-- PROVIDED DATA follows --

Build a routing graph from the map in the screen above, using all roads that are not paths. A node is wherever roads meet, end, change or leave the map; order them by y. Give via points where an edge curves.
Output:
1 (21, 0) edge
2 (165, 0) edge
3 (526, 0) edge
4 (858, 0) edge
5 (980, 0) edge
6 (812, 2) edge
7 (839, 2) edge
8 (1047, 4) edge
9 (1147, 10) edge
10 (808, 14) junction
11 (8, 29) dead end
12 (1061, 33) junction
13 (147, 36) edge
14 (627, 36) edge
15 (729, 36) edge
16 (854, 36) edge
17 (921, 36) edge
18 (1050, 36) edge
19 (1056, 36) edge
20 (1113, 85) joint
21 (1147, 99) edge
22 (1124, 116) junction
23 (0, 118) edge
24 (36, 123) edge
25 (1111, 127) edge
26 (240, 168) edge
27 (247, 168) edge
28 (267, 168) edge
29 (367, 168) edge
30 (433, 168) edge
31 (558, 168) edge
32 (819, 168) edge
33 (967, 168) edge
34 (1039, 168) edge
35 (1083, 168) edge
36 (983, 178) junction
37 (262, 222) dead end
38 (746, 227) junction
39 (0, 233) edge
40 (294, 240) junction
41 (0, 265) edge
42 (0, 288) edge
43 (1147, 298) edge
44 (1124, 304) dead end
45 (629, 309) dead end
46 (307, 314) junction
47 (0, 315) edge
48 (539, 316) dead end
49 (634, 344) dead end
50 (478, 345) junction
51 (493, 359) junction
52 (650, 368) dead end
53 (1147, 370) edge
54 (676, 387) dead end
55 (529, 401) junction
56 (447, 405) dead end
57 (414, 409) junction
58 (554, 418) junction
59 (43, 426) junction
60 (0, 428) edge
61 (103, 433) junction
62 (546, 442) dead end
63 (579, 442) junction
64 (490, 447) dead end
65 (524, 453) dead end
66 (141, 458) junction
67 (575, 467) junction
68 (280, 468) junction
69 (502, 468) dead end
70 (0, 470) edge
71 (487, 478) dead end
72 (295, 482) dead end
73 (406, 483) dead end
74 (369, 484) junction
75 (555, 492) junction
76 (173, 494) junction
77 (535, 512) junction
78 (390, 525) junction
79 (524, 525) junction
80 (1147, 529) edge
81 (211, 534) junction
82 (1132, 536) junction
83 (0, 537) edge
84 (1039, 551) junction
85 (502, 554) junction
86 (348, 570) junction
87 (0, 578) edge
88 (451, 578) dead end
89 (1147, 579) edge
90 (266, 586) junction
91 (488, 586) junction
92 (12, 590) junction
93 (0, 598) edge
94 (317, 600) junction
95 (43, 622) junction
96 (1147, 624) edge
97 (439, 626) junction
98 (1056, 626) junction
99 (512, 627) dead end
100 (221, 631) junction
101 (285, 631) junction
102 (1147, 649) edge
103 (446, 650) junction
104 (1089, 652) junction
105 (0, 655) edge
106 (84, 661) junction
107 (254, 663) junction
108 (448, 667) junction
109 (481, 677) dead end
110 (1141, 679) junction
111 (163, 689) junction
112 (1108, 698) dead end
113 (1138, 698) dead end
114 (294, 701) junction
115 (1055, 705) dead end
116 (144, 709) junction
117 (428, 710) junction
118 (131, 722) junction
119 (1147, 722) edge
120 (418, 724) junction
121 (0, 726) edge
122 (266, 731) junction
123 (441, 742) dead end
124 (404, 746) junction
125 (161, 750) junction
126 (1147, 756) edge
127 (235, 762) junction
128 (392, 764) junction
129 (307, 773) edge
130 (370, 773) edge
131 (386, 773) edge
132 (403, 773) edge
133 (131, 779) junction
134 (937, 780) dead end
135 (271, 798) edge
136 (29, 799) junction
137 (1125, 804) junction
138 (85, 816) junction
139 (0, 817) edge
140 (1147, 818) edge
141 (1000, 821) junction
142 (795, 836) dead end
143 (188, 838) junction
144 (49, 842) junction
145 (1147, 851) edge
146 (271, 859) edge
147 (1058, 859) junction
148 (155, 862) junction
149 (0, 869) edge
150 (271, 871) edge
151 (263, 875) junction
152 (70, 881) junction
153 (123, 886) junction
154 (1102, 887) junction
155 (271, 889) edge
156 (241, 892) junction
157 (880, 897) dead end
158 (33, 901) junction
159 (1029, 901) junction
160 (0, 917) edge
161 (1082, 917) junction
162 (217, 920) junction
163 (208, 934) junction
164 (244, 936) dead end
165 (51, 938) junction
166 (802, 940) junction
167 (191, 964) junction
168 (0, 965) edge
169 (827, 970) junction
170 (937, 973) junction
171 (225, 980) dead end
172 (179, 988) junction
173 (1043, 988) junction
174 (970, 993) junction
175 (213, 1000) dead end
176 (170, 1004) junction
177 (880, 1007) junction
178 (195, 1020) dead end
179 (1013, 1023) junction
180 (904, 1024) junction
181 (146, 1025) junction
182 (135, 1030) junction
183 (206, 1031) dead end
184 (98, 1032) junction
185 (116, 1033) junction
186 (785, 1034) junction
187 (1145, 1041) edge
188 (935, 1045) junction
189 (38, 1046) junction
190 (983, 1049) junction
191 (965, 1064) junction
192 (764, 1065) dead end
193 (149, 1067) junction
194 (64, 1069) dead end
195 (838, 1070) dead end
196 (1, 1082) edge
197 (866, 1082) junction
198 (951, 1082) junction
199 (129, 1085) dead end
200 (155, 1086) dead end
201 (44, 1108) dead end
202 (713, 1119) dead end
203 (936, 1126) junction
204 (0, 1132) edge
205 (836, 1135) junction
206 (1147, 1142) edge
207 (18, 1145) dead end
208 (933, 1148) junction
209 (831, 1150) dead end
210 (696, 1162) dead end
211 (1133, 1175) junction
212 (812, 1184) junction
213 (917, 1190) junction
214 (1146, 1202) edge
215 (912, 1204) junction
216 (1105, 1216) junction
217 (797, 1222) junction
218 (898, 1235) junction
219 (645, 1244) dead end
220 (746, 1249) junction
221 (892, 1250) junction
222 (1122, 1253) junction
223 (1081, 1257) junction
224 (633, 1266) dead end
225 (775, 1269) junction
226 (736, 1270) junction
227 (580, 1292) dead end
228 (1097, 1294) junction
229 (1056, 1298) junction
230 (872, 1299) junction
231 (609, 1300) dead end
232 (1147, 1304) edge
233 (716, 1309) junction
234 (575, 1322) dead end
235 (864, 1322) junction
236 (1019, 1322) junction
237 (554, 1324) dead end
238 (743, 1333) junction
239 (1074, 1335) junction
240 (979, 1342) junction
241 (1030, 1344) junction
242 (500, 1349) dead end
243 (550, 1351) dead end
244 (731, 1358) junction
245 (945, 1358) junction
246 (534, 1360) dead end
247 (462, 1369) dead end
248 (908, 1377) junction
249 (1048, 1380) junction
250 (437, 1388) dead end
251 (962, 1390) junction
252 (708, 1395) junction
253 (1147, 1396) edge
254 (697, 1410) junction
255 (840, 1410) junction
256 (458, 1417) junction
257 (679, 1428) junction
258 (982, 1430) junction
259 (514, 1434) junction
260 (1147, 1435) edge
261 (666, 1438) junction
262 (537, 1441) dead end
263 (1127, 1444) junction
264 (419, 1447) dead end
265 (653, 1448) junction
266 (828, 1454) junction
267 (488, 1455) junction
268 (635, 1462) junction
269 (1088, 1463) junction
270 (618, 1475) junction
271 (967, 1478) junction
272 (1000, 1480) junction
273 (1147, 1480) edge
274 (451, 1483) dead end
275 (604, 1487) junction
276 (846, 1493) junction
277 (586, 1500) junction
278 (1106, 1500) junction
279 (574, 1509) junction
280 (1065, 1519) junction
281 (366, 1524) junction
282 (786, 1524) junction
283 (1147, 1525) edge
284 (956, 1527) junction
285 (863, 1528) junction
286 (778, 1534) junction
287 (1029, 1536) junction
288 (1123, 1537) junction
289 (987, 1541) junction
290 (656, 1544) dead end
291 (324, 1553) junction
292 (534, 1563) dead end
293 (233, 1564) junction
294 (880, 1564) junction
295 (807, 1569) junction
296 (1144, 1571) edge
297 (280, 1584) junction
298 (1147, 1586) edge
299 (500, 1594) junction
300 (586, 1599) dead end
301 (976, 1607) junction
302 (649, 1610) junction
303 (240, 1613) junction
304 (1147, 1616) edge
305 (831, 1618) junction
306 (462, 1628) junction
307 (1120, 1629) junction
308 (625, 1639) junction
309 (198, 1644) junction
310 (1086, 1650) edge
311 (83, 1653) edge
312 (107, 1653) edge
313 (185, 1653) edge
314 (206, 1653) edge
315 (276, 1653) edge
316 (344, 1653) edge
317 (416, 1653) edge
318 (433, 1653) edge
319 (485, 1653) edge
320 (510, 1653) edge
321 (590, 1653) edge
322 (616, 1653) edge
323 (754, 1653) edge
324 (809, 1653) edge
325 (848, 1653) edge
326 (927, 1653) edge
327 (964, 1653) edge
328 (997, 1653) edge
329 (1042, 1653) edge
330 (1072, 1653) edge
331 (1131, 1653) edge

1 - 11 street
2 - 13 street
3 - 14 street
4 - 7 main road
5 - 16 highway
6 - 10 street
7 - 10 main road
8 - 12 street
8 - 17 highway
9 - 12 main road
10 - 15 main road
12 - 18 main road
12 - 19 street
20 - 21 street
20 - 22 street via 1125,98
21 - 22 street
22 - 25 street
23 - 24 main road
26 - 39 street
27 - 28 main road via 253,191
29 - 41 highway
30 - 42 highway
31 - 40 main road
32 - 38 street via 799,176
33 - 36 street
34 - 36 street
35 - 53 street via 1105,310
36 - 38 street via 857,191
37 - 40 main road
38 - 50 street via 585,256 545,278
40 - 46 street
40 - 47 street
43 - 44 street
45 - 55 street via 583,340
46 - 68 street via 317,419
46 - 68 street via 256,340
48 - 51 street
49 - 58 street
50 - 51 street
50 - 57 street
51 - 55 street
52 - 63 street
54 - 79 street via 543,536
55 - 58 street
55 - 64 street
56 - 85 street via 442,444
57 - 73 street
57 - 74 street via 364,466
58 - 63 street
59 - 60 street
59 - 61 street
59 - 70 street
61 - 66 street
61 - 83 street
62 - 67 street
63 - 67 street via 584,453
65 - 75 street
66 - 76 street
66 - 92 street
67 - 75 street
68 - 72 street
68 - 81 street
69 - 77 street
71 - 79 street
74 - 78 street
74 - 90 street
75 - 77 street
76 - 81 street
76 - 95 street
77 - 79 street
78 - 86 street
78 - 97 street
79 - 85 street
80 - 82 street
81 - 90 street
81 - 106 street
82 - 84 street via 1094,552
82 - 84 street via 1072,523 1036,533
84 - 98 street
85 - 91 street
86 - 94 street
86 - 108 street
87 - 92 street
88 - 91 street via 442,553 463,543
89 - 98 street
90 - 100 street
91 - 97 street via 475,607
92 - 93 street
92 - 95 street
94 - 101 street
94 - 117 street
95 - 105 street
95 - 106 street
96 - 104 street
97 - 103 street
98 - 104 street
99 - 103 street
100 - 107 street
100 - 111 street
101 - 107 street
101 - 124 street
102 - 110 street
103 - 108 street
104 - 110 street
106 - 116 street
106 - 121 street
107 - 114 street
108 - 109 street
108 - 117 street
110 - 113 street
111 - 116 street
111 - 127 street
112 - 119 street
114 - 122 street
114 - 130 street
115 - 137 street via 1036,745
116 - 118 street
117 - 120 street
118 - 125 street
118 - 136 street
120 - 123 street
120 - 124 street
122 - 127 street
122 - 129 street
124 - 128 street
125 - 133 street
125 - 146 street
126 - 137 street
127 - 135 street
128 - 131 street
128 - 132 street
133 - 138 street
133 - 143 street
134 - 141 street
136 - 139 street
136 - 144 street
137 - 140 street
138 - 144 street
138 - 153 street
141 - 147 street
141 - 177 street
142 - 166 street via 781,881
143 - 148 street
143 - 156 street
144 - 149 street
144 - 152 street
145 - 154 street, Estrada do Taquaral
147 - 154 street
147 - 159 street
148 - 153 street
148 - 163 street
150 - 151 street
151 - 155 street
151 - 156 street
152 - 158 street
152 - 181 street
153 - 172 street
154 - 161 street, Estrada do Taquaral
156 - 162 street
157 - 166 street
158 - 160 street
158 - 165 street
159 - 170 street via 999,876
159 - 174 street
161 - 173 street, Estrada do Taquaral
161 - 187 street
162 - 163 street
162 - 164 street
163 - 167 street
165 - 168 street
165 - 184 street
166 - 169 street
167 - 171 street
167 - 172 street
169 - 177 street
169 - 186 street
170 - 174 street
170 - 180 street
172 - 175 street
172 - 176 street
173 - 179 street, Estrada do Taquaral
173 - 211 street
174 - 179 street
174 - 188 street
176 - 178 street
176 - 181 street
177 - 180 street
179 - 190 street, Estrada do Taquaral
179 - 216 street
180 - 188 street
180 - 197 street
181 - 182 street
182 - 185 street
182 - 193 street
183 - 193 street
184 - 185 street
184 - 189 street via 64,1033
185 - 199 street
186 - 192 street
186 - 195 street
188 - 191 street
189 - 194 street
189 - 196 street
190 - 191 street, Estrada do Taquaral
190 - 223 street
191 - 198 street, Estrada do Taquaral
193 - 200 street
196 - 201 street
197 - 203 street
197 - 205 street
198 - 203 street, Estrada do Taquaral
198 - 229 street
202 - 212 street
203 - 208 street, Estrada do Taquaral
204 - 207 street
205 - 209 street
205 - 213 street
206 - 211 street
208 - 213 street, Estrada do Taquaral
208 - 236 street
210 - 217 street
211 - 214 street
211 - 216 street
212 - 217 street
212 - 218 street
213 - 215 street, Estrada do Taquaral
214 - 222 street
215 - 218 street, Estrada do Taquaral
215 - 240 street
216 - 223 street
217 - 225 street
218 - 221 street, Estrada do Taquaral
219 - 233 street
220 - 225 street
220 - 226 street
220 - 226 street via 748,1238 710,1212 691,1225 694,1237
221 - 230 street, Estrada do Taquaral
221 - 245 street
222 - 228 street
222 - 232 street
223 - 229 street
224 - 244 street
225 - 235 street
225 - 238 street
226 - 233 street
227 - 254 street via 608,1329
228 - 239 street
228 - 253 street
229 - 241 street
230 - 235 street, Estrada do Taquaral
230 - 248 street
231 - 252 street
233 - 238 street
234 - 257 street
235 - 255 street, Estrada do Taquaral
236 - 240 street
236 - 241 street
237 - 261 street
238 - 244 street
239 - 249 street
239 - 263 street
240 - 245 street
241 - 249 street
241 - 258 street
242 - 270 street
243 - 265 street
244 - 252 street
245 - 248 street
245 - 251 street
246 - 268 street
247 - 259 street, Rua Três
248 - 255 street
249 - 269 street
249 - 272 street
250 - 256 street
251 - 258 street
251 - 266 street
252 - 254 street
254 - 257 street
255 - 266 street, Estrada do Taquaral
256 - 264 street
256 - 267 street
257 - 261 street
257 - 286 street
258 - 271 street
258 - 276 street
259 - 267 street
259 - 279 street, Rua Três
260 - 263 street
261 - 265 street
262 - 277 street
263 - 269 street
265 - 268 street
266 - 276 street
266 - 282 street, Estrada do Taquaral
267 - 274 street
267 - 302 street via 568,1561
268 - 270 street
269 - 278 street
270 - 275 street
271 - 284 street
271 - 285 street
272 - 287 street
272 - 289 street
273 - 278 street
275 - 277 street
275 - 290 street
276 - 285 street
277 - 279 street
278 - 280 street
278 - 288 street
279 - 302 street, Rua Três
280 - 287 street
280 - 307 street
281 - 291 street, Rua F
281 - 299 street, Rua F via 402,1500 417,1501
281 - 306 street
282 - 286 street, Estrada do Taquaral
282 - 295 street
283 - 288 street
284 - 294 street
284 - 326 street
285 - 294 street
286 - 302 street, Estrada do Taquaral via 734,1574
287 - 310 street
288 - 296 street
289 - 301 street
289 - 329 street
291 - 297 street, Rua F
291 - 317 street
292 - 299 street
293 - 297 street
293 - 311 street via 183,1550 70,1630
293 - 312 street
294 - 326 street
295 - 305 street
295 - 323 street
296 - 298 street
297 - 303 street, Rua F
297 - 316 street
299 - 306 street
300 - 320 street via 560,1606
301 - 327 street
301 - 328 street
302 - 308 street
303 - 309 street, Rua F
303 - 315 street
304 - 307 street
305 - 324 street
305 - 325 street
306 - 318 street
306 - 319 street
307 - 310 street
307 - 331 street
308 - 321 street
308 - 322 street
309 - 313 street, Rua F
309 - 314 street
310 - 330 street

-- PROVIDED DATA concluded --

* [TASK DIRECTIONS]: When a line in the material contains the string "main", copy that line.

* [REPLY]:
4 - 7 main road
7 - 10 main road
9 - 12 main road
10 - 15 main road
12 - 18 main road
23 - 24 main road
27 - 28 main road via 253,191
31 - 40 main road
37 - 40 main road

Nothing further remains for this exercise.